Another Attack in Punjab

Remember, this is not the FATA or the Swat Valley:

MANAWAN, Pakistan — Elite police forces overwhelmed more than a dozen gunmen eight hours after they stormed a police training school Monday, ending a siege in which at least 27 policemen were killed and more than 90 people were wounded near Lahore.

After a day of confused explosions and gunfire as security forces battled to retake control of the building, rescue workers began evacuating the wounded in ambulances.

Fahim Jahan Zeb, an official with the Punjab rescue service, said at least four attackers were arrested and four others had blown themselves up.

Television footage showed Pakistani security forces on the roof of the building.

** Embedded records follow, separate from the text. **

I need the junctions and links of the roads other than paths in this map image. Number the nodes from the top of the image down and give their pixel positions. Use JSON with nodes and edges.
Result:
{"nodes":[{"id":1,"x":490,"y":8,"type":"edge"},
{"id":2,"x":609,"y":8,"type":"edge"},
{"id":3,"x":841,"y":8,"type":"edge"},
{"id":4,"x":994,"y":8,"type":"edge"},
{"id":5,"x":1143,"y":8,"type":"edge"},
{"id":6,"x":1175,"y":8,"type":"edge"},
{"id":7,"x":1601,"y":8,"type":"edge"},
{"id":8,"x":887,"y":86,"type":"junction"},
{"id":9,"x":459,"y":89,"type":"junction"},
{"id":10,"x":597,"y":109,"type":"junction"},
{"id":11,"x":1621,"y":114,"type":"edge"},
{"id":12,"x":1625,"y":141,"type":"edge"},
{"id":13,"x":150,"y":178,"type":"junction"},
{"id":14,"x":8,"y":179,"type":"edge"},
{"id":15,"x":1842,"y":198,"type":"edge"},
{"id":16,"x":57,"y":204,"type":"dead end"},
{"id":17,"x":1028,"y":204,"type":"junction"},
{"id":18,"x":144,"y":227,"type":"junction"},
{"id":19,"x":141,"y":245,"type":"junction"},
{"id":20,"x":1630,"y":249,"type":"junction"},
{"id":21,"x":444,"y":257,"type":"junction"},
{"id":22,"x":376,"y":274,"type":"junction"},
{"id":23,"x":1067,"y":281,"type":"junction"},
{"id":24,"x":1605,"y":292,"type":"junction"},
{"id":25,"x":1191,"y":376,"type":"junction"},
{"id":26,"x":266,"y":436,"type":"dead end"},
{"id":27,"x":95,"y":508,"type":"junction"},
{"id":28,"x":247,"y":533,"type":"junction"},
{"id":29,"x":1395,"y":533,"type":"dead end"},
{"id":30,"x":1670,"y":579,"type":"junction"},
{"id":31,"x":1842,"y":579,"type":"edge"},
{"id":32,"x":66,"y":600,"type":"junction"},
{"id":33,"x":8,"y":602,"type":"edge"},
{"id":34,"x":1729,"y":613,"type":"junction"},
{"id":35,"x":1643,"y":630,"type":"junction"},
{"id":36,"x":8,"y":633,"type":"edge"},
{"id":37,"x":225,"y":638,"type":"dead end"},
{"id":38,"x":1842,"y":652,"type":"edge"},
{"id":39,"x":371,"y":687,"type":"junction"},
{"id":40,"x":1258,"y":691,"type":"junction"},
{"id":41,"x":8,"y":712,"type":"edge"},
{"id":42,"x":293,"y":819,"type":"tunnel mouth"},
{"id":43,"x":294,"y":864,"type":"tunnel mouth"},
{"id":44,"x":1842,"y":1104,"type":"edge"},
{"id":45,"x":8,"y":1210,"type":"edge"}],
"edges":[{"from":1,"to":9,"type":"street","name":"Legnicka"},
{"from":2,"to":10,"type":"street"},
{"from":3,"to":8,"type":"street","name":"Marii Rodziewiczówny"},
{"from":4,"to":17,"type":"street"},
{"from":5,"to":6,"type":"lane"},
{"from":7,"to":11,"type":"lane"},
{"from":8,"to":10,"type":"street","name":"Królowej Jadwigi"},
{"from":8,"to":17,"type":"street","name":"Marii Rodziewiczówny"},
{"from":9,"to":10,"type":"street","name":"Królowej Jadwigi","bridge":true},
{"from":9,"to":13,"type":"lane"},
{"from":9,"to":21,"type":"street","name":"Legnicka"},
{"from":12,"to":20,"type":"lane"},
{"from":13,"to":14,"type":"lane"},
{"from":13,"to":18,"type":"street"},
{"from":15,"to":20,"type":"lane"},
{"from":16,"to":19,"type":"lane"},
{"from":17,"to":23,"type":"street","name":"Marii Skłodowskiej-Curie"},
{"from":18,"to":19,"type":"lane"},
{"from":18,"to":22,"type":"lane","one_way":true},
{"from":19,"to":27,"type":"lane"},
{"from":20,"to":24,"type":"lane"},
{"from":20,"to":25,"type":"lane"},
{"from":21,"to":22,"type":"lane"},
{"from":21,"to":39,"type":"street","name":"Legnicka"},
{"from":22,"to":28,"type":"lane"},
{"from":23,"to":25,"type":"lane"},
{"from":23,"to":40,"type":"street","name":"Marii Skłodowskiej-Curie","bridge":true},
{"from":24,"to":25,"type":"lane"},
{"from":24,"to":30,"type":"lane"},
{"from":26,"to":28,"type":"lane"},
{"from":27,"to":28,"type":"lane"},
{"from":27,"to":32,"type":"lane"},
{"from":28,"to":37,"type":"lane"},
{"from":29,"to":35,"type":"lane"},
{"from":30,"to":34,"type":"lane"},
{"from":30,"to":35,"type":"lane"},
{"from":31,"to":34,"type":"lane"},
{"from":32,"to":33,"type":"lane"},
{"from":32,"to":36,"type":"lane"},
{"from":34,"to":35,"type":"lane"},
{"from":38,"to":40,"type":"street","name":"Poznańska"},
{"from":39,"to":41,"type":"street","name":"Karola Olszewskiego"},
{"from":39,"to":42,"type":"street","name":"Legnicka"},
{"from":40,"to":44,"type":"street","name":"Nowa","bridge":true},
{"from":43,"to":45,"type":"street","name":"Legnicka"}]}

Black-clad commandos shouted in jubilation and fired into the air from the roof of the three-story structure.

Announcing the end of the operation to retake the school, the senior official at the Pakistani Ministry of Interior, Rehman Malik, said the attack was designed to destabilize Pakistan and illustrated how far "our enemies" had penetrated the country.

It was the second brazen terrorist attack this year in the tense Pakistani province of Punjab. In early March, a dozen gunmen in Lahore opened fire on a bus carrying the Sri Lankan cricket team and its police escort, killing six police officers and a driver. That assault in the center of the busy provincial capital, a city of nine million people, led to the suspension of international cricket tours to Pakistan, a severe psychological blow.

The police academy appeared to have been chosen carefully as well -- the gunmen struck a security institution while hundreds of young recruits were on the parade ground.